> _What is required_: Note each line of the entries that includes "rotate". Then copy those lines.

> _Stored data_:
===

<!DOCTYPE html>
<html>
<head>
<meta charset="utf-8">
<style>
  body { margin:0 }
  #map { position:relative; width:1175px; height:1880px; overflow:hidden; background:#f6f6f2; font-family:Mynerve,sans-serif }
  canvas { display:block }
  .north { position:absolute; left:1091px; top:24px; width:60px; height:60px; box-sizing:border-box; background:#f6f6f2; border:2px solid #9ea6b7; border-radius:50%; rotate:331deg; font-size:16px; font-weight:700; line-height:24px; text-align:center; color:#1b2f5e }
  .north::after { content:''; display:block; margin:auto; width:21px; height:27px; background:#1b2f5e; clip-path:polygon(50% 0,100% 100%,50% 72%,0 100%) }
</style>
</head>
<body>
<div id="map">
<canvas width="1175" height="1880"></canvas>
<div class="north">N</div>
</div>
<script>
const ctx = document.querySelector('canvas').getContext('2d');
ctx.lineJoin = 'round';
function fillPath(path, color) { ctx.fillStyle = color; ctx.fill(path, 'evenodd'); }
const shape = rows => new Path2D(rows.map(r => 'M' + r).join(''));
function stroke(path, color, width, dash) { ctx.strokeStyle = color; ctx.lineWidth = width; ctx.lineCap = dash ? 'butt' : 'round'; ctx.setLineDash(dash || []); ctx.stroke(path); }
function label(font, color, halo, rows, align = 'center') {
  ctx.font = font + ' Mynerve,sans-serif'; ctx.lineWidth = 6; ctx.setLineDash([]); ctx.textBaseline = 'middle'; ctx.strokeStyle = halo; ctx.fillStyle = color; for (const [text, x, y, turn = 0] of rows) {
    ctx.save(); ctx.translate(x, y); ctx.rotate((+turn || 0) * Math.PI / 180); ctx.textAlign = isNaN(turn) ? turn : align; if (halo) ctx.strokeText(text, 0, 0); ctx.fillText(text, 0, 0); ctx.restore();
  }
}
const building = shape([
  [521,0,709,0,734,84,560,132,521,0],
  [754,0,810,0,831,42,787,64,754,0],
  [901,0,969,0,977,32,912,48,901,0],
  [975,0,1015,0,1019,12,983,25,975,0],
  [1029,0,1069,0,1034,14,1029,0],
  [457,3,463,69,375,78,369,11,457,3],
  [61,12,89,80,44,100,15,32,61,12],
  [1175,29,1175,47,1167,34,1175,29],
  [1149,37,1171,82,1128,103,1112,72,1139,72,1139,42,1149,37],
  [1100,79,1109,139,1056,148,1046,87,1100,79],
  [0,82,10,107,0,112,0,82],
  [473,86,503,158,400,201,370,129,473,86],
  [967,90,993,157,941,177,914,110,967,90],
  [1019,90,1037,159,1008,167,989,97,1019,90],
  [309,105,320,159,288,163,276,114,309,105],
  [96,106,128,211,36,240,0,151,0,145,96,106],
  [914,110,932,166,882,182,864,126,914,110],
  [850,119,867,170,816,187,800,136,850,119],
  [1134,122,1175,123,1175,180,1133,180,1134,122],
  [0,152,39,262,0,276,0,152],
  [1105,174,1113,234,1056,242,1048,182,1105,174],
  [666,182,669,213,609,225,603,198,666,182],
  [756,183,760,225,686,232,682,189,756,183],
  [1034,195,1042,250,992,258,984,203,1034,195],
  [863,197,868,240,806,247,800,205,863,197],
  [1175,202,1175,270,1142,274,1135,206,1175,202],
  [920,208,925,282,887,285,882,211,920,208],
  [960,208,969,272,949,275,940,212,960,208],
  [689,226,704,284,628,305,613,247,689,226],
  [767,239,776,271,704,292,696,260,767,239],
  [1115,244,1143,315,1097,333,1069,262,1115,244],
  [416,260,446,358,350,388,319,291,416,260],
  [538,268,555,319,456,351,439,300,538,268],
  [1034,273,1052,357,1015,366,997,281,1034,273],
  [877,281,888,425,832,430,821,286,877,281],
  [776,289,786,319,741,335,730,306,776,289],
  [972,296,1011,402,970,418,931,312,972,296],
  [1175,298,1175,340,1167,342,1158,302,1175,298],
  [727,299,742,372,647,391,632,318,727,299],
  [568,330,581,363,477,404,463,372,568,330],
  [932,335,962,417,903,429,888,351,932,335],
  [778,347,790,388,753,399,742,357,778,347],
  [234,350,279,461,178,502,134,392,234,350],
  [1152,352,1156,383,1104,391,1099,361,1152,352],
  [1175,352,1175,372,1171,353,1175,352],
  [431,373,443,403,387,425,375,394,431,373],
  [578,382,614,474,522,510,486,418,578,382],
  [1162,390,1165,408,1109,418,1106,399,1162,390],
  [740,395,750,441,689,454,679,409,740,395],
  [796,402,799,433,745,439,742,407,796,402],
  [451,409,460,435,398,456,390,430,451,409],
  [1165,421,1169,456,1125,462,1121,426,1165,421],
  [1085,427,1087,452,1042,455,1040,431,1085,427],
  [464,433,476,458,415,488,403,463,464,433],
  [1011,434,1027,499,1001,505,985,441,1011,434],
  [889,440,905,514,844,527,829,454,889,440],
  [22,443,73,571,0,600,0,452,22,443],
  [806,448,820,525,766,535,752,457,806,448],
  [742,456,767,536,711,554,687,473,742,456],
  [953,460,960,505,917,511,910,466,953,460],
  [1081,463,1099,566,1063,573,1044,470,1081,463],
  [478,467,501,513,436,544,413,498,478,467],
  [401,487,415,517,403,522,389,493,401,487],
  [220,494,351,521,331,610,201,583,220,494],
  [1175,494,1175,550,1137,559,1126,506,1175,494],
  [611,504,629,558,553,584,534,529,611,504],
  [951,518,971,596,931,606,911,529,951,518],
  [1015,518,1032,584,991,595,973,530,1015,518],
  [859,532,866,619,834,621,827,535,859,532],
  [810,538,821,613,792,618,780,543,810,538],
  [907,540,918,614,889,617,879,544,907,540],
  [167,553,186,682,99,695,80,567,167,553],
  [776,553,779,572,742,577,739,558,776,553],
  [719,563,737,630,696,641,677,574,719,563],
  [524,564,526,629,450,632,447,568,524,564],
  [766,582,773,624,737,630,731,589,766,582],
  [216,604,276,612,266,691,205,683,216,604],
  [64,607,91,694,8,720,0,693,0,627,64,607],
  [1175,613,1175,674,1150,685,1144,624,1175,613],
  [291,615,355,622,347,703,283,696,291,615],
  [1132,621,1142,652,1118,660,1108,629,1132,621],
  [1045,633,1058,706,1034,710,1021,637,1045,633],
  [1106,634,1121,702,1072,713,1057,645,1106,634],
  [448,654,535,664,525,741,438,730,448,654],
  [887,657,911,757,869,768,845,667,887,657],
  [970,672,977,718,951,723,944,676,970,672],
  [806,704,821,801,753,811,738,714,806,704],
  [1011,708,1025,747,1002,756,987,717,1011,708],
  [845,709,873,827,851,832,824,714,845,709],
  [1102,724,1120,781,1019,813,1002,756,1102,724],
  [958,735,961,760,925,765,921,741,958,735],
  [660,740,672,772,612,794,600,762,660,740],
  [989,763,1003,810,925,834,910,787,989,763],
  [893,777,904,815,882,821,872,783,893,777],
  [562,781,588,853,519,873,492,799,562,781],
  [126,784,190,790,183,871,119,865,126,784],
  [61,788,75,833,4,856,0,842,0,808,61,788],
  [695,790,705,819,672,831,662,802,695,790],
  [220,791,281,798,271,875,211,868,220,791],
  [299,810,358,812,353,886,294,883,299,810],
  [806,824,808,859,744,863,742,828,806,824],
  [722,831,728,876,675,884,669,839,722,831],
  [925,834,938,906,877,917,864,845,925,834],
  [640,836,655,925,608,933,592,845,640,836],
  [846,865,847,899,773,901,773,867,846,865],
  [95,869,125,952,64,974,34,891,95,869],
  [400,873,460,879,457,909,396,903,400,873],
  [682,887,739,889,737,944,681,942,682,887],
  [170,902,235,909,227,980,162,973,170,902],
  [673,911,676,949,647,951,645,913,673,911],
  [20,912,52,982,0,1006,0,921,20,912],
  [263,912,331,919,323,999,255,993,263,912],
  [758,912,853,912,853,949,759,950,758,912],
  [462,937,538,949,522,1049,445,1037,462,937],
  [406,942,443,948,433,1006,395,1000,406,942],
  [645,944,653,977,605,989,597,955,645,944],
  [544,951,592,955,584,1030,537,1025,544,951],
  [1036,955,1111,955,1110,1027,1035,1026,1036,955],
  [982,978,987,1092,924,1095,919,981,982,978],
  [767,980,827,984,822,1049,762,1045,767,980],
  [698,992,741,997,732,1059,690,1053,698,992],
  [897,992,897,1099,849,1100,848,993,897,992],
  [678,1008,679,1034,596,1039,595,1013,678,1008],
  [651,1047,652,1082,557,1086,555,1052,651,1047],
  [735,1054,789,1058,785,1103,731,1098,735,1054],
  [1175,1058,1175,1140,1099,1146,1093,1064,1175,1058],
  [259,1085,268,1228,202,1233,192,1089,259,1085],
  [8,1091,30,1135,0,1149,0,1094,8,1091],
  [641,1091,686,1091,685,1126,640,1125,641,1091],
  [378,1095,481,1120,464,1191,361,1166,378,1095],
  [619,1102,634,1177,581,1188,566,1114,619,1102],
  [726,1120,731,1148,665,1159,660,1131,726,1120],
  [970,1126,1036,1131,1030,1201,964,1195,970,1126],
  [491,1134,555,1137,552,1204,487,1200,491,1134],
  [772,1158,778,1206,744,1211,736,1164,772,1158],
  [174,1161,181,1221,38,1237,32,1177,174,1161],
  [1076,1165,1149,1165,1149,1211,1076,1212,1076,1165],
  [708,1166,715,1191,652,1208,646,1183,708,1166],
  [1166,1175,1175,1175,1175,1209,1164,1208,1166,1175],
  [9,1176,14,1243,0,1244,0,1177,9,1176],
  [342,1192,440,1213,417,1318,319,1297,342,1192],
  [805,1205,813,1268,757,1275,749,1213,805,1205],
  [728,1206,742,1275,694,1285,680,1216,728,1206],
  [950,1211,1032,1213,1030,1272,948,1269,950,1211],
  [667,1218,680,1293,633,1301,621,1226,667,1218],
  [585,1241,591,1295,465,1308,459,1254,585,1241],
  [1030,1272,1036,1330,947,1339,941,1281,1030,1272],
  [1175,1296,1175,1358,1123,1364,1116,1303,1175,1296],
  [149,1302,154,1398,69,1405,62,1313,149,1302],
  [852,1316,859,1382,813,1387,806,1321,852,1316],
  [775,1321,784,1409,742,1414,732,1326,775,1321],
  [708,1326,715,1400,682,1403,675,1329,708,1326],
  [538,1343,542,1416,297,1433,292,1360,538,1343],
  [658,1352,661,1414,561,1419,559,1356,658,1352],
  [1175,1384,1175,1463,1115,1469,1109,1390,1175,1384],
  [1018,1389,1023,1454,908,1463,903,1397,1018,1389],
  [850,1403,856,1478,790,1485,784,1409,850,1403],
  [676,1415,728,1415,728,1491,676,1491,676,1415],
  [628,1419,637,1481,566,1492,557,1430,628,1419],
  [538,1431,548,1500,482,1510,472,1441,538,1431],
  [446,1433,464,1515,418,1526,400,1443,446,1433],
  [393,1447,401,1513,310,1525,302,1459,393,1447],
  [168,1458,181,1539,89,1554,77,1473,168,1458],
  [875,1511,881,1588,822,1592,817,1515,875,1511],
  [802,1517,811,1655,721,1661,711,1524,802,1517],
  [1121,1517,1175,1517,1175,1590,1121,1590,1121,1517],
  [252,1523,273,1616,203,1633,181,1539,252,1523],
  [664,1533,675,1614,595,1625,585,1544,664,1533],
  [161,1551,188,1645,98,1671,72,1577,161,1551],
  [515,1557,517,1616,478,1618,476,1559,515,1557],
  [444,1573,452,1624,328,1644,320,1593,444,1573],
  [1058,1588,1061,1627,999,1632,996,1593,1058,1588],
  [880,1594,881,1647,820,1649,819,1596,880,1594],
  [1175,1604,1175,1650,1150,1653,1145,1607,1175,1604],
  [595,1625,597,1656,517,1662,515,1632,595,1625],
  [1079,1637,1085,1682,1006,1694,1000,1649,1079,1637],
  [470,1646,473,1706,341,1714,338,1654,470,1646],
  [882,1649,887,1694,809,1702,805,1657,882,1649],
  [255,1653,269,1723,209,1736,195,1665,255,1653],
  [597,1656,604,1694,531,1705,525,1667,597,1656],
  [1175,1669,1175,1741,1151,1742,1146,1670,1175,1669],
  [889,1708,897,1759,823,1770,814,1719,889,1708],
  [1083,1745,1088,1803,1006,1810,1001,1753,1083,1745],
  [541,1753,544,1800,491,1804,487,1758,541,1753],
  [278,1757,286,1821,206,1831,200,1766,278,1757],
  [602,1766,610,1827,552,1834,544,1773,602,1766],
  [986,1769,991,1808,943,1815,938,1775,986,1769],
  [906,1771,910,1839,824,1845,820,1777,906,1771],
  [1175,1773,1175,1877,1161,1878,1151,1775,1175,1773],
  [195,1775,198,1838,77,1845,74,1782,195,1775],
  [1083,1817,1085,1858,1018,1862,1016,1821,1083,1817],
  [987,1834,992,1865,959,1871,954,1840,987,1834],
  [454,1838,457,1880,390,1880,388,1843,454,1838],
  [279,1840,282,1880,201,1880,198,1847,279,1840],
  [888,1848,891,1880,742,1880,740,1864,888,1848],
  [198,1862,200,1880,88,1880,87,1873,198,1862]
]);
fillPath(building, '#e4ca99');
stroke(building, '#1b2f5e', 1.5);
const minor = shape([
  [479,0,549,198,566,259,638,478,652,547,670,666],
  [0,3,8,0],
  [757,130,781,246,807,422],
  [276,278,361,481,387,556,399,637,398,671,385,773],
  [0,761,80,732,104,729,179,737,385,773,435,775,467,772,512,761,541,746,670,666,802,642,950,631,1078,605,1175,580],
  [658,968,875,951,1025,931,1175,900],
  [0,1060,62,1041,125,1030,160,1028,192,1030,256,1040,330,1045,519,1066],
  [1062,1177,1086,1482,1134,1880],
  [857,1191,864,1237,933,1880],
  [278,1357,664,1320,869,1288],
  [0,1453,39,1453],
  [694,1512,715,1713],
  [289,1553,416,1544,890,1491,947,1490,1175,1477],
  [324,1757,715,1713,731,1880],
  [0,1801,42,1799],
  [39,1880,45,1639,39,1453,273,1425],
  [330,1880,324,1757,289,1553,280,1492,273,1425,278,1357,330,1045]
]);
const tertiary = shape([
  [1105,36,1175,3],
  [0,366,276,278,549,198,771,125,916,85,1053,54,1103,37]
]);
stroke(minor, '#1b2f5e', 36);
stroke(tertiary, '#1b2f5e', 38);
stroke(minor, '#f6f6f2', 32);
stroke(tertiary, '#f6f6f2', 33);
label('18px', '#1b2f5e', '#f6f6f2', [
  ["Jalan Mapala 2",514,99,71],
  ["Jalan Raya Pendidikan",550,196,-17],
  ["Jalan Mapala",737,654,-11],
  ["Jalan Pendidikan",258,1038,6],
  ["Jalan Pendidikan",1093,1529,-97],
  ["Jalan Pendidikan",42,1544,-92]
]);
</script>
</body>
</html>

===

> _Reply to the exercise_:
  .north { position:absolute; left:1091px; top:24px; width:60px; height:60px; box-sizing:border-box; background:#f6f6f2; border:2px solid #9ea6b7; border-radius:50%; rotate:331deg; font-size:16px; font-weight:700; line-height:24px; text-align:center; color:#1b2f5e }
    ctx.save(); ctx.translate(x, y); ctx.rotate((+turn || 0) * Math.PI / 180); ctx.textAlign = isNaN(turn) ? turn : align; if (halo) ctx.strokeText(text, 0, 0); ctx.fillText(text, 0, 0); ctx.restore();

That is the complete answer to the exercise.